## TO DO
Lines that contain "MANDELA" are to be copied from the material, every one of them.

## SUPPLIED INFORMATION

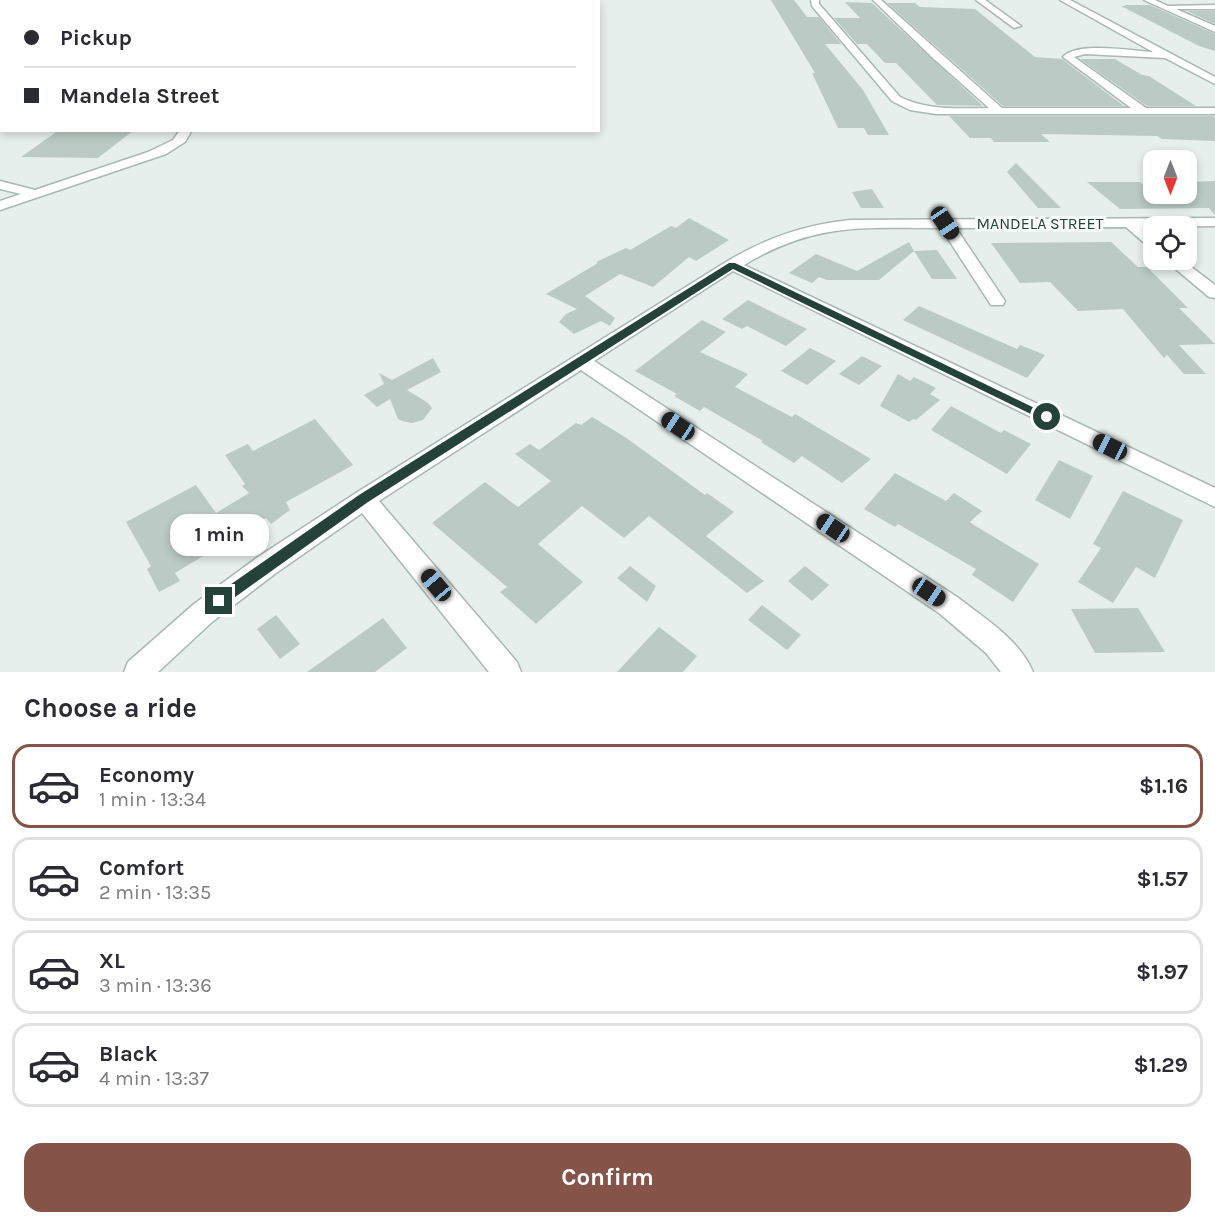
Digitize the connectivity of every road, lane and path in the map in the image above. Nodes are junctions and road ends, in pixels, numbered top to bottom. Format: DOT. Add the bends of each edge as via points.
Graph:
graph roads {
  1 [pos="815,0"];
  2 [pos="877,0"];
  3 [pos="980,0"];
  4 [pos="1064,0"];
  5 [pos="1148,0"];
  6 [pos="1163,7"];
  7 [pos="1215,7"];
  8 [pos="1017,26"];
  9 [pos="1215,29"];
  10 [pos="1167,55"];
  11 [pos="1215,81"];
  12 [pos="999,111"];
  13 [pos="1143,111"];
  14 [pos="1215,111"];
  15 [pos="186,132"];
  16 [pos="0,185"];
  17 [pos="35,194"];
  18 [pos="0,206"];
  19 [pos="1129,222"];
  20 [pos="1215,222"];
  21 [pos="945,223"];
  22 [pos="1143,234"];
  23 [pos="732,265"];
  24 [pos="1186,270"];
  25 [pos="1215,293"];
  26 [pos="997,301"];
  27 [pos="582,362"];
  28 [pos="1215,498"];
  29 [pos="364,499"];
  30 [pos="138,672"];
  31 [pos="507,672"];
  32 [pos="1019,672"];
  1 -- 12 [label="street" via="903,104 929,111"];
  2 -- 12 [label="street"];
  3 -- 8 [label="street"];
  4 -- 10 [label="street"];
  5 -- 6 [label="street"];
  6 -- 7 [label="street"];
  6 -- 9 [label="street"];
  10 -- 11 [label="street"];
  10 -- 13 [label="street" via="1085,51 1068,57"];
  12 -- 13 [label="street"];
  13 -- 14 [label="street"];
  15 -- 17 [label="street" via="178,141 152,155"];
  16 -- 17 [label="street"];
  17 -- 18 [label="street"];
  19 -- 20 [label="street, MANDELA STREET"];
  19 -- 21 [label="street, MANDELA STREET"];
  19 -- 22 [label="street"];
  21 -- 23 [label="street, MANDELA STREET" via="850,224 795,232"];
  21 -- 26 [label="street"];
  23 -- 27 [label="street, MANDELA STREET"];
  23 -- 28 [label="street"];
  24 -- 25 [label="street"];
  27 -- 29 [label="street, MANDELA STREET"];
  27 -- 32 [label="street" via="948,605 996,644"];
  29 -- 30 [label="street, MANDELA STREET" via="203,613"];
  29 -- 31 [label="street"];
}
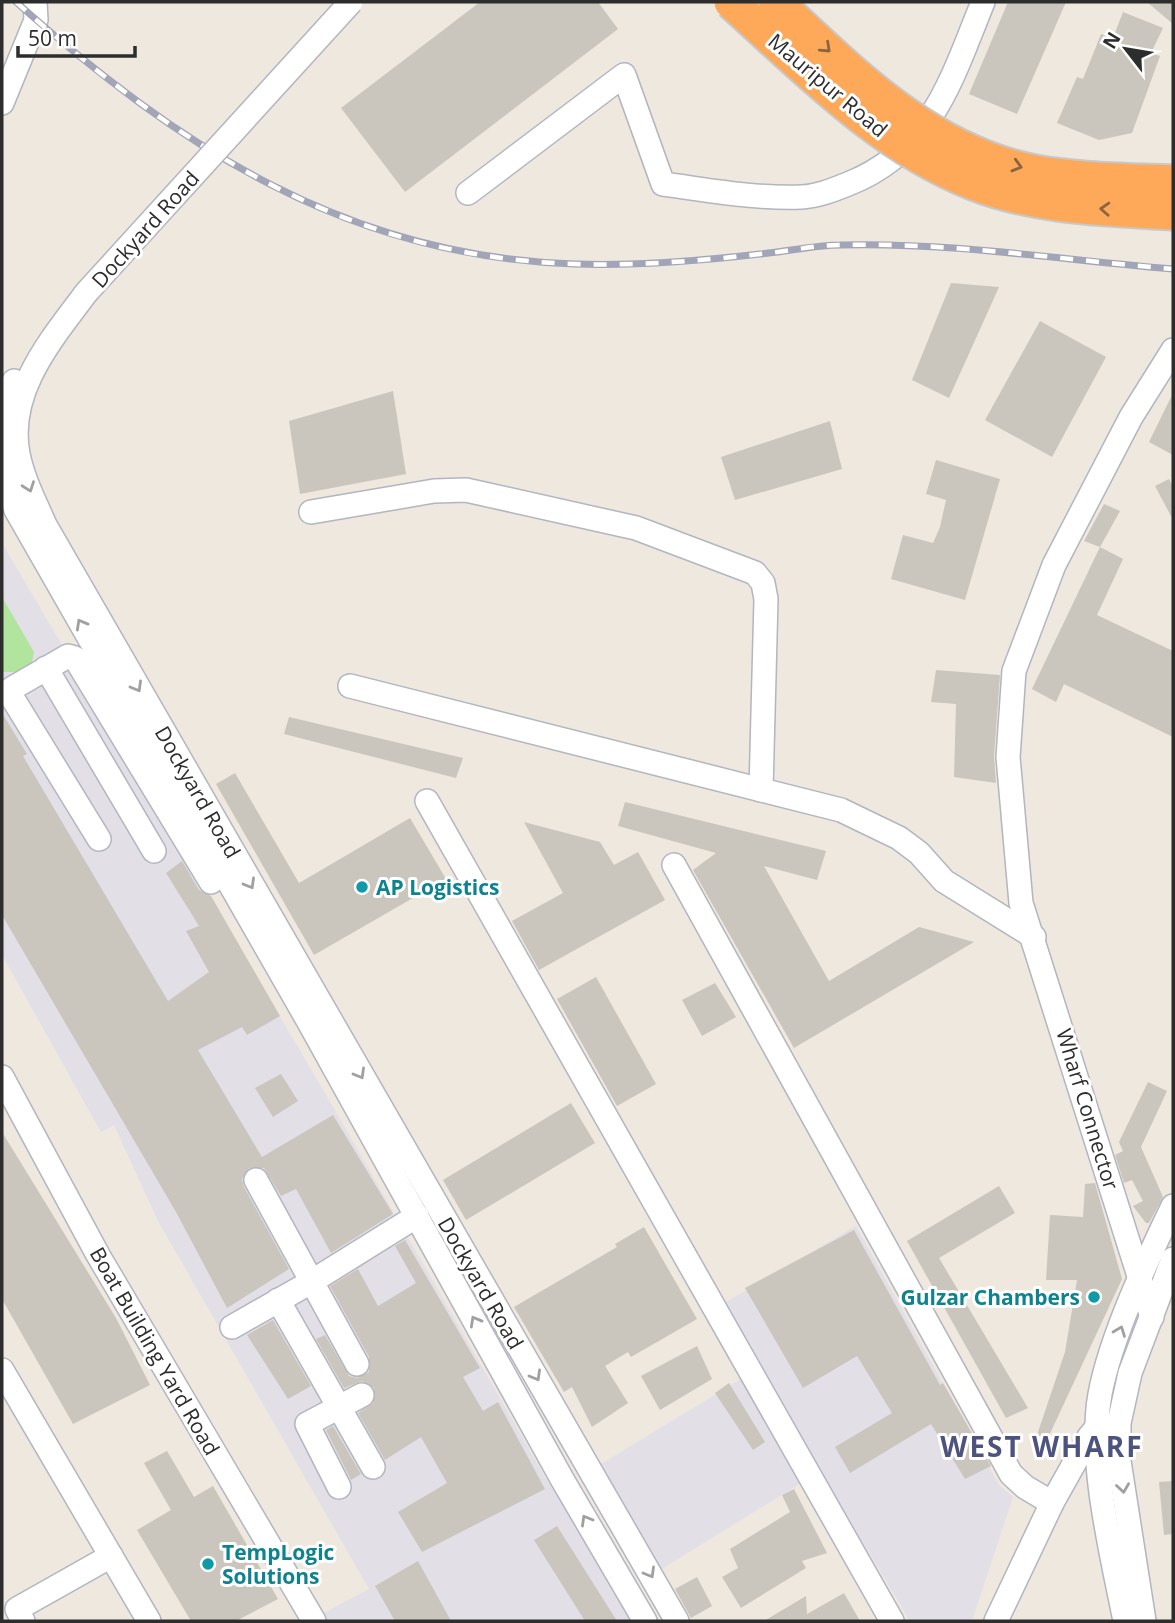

## SOLUTION BELOW
  19 -- 20 [label="street, MANDELA STREET"];
  19 -- 21 [label="street, MANDELA STREET"];
  21 -- 23 [label="street, MANDELA STREET" via="850,224 795,232"];
  23 -- 27 [label="street, MANDELA STREET"];
  27 -- 29 [label="street, MANDELA STREET"];
  29 -- 30 [label="street, MANDELA STREET" via="203,613"];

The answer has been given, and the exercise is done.